**What is expected**
Every line of the entries with the word "Осіпава" in it should be shown.
Recorded data: Begin
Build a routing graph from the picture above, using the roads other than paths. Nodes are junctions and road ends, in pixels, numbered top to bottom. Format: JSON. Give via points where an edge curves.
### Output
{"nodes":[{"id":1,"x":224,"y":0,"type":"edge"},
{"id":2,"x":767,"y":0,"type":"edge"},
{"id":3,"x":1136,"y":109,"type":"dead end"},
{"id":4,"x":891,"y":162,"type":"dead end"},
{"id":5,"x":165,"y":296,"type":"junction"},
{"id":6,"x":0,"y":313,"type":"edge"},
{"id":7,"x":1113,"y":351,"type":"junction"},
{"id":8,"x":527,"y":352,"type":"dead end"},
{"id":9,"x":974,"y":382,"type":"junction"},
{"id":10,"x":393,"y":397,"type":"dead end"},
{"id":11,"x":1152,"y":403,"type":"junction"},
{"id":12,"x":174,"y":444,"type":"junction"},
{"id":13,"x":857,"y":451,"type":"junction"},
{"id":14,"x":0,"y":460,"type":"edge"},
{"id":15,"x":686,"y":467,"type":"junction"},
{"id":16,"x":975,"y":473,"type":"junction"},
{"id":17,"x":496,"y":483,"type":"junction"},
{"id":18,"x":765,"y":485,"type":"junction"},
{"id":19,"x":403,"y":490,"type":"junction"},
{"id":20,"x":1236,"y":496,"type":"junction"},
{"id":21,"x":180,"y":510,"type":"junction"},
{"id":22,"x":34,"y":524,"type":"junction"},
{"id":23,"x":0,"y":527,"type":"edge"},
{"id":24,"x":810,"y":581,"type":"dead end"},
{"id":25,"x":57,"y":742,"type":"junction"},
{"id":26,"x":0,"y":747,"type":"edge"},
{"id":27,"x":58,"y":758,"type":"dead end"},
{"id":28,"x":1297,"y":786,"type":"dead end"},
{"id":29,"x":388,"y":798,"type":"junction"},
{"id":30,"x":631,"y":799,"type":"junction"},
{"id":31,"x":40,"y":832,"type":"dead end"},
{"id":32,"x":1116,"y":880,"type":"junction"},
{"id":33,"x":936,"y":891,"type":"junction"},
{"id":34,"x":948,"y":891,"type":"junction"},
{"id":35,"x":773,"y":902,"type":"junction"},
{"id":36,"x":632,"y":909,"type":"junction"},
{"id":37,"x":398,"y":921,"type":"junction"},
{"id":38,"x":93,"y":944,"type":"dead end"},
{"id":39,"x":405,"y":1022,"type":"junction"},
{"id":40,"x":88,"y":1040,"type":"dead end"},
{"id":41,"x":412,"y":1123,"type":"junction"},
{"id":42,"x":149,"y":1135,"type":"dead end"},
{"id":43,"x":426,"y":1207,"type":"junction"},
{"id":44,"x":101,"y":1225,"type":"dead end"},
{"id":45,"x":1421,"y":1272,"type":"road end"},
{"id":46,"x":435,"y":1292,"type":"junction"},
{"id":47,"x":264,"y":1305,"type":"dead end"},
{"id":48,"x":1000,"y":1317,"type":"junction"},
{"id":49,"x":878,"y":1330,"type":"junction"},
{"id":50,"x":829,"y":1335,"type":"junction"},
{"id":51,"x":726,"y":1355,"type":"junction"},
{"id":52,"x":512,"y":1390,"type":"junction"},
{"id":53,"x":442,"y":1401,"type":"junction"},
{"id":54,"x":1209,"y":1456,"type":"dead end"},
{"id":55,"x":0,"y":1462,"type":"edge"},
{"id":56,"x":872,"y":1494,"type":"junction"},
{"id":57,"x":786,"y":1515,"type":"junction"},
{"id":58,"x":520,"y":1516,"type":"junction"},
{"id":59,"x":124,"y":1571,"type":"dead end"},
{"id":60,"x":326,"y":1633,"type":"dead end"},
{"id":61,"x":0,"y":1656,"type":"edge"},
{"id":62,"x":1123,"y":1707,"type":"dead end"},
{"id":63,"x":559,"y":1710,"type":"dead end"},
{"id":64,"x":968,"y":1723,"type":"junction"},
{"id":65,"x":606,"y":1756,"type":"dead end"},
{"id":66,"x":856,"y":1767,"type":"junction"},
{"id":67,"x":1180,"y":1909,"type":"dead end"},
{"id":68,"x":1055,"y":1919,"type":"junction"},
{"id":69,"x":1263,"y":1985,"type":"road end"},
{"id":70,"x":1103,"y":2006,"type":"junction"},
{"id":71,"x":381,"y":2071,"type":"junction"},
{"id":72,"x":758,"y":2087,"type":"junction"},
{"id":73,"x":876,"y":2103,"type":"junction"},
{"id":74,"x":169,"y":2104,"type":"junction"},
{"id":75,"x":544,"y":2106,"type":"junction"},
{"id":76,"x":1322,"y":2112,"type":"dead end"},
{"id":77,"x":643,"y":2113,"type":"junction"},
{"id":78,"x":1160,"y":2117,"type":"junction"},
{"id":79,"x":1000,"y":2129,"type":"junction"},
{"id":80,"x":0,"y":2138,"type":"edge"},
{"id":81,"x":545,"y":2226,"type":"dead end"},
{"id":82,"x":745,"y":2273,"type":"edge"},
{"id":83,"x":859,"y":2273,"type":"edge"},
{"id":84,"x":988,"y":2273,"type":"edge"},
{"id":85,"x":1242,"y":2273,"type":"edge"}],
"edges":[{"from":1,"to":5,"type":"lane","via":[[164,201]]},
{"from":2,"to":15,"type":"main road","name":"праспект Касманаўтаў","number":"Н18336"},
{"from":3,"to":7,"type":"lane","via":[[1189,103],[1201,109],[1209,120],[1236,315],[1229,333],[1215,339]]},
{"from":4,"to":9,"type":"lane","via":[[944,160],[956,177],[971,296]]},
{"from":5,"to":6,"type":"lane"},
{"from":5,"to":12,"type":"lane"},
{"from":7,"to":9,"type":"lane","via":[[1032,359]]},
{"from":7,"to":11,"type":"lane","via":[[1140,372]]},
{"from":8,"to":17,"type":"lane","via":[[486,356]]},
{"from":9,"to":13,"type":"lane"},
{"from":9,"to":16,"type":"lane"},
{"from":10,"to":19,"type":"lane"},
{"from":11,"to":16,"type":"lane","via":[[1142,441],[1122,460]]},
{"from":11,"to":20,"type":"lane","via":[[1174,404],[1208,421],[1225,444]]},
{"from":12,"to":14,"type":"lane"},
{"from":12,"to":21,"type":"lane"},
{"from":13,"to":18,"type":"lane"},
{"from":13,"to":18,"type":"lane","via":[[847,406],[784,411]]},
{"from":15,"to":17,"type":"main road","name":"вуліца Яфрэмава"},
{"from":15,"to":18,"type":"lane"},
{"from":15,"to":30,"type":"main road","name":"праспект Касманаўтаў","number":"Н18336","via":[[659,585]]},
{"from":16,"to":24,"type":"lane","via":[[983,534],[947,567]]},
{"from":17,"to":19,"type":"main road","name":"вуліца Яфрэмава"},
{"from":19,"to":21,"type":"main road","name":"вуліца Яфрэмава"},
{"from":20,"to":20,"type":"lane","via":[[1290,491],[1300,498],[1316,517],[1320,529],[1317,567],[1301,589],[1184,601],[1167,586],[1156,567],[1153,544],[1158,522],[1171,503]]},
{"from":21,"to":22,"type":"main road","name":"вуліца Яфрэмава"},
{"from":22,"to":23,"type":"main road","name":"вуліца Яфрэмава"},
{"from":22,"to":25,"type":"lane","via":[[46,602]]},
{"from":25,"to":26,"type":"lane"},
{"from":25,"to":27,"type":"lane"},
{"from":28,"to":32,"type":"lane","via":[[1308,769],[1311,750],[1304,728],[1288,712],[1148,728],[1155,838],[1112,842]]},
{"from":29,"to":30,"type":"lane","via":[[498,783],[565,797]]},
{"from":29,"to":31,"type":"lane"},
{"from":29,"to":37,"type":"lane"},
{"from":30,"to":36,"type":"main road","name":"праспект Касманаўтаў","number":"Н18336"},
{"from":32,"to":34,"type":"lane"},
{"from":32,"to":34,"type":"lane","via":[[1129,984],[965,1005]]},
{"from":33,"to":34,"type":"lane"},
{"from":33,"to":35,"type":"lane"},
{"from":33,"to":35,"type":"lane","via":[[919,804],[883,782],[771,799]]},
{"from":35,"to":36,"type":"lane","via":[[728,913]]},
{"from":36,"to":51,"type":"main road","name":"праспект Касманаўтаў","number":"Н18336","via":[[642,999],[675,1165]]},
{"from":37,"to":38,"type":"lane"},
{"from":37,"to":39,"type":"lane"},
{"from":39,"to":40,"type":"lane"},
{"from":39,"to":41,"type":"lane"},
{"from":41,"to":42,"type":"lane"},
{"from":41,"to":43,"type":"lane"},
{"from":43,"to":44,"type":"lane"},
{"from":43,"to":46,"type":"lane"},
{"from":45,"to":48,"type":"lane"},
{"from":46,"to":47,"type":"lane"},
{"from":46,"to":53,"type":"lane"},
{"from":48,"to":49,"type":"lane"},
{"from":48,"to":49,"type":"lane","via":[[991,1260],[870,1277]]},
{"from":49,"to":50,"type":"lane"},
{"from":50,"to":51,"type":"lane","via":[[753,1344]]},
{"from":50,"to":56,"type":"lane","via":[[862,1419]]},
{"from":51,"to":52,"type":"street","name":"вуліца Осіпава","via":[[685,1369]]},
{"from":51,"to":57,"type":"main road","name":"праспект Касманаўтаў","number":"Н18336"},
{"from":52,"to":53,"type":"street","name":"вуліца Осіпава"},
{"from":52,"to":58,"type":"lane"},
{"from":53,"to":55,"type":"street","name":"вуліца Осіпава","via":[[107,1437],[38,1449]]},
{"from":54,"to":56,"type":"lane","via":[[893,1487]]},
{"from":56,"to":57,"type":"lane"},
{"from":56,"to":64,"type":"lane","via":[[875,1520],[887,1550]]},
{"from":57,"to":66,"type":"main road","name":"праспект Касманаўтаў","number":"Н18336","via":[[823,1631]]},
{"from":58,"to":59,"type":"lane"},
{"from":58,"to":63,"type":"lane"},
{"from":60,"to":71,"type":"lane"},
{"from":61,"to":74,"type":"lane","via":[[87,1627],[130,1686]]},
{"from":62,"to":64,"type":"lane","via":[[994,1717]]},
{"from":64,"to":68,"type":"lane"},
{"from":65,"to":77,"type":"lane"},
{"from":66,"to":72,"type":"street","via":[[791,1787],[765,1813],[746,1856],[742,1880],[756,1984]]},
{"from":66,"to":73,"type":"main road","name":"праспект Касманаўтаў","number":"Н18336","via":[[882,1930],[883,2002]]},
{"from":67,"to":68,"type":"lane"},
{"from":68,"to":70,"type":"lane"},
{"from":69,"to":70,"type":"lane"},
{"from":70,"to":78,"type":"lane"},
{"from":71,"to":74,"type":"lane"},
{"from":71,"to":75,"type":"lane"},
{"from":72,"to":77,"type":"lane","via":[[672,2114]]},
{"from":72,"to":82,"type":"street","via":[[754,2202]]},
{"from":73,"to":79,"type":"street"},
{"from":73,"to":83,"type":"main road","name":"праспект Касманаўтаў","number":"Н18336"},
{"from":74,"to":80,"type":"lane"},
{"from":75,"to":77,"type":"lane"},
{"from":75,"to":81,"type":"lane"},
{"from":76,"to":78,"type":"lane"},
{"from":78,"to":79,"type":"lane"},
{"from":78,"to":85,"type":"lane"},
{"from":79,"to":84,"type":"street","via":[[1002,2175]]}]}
Recorded data: End
**Solution for this task**
{"from":51,"to":52,"type":"street","name":"вуліца Осіпава","via":[[685,1369]]},
{"from":52,"to":53,"type":"street","name":"вуліца Осіпава"},
{"from":53,"to":55,"type":"street","name":"вуліца Осіпава","via":[[107,1437],[38,1449]]},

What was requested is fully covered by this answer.